'Twas the night of Thanksgiving, when all through the town,
Every creature was stirring, Black Friday was going down!
The stores were all starting the sales early this time,
"Screw your peaceful family dinner," they said in a rhyme.
The children were freezing and stuffed in to tents,
Camping outside Best Buy with their bargain-hunting parents,
And Ma with her coupons, and Pa with a rant,
"That lady cut us. What if she gets a 50-inch flat screen TV and I can't?"
When over at the mall there arose such a clatter,
The doors had opened and here's what was the matter:
The people started running, quick as a flash,
And acted like animals, all to save some cash.
They pulled hair and threw elbows, one lady fell in the rush,
I worry she didn't get up and may have been crushed.
Each person trying to score this year's hottest deal,
20, 30, 50 percent off—well that's just a steal!
Two ladies beelined for the clothing sales rack,
I knew in a moment both were willing to attack;
They fought over a sweater and ripped off a sleeve,
Said, "Instead of five dollars, can I get it for three?!"
Now, Furbies! Now DVDs! Now appliances galore,
On discount! On sale! Get one for free and more!
People ransacked the shelves, as Black Friday shoppers do,
"Go to hell!" they told other customers. "And also, f--k you!"
One man bought three microwaves, just cause be could,
Hey, they were 10 percent off! He did what he should!
And another lady bought every iPod Wal-Mart had,
They each came with a Wal-Mart gift card, now isn't that rad?!
Then an employee stepped forward and his voice did crack,
As he said, "We found a few more TVs, hidden in the back."
Let me say that employee, he did duck and run for cover,
But people came running and that employee they did smother.

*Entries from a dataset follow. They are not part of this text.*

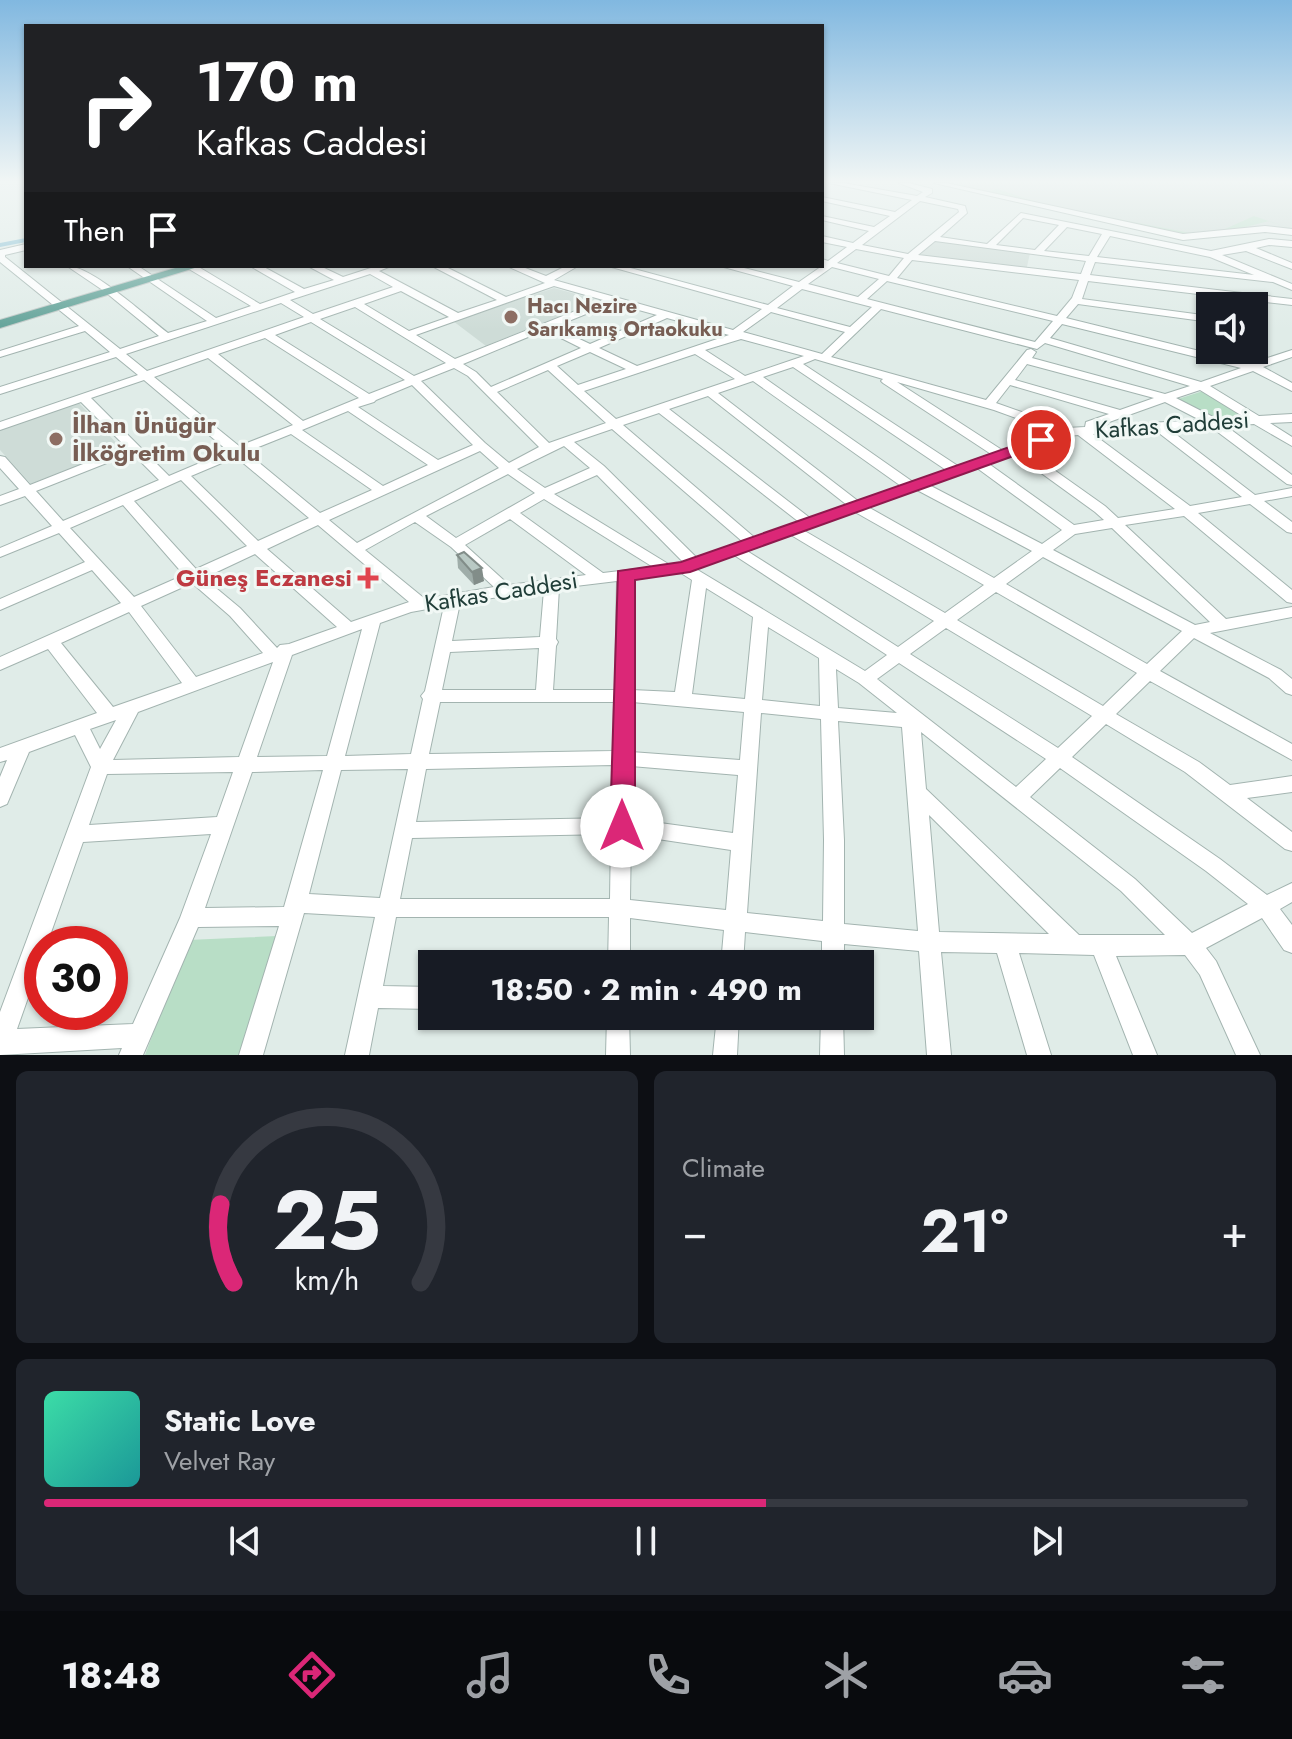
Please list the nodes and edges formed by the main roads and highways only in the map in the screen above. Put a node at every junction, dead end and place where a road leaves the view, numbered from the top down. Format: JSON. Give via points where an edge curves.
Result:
{"nodes":[{"id":1,"x":172,"y":268,"type":"edge"},
{"id":2,"x":184,"y":268,"type":"edge"},
{"id":3,"x":150,"y":276,"type":"junction"},
{"id":4,"x":0,"y":321,"type":"edge"}],
"edges":[{"from":1,"to":3,"type":"main road"},
{"from":2,"to":3,"type":"main road"},
{"from":3,"to":4,"type":"main road"}]}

The stores were practically empty, the doorbusters gone,
When a second wave of shoppers descended in throngs.
They won't line up at dawn, they're too good for that crap,
So like vultures they descended to pick up the scraps.
They searched all the bins for a Black Friday find,
But with everything bought, they were in a real bind.
Then from deep in the store, I heard a joyous shout,
"A copy of Norbit for two bucks? Consider it bought."
Eventually everyone left, broke, battered and nearly dead,
Passing a jolly old man in the parking lot, dressed all in red.
I heard him exclaim, as I drove out of sight:
"Haven't you realized, you can just shop online?"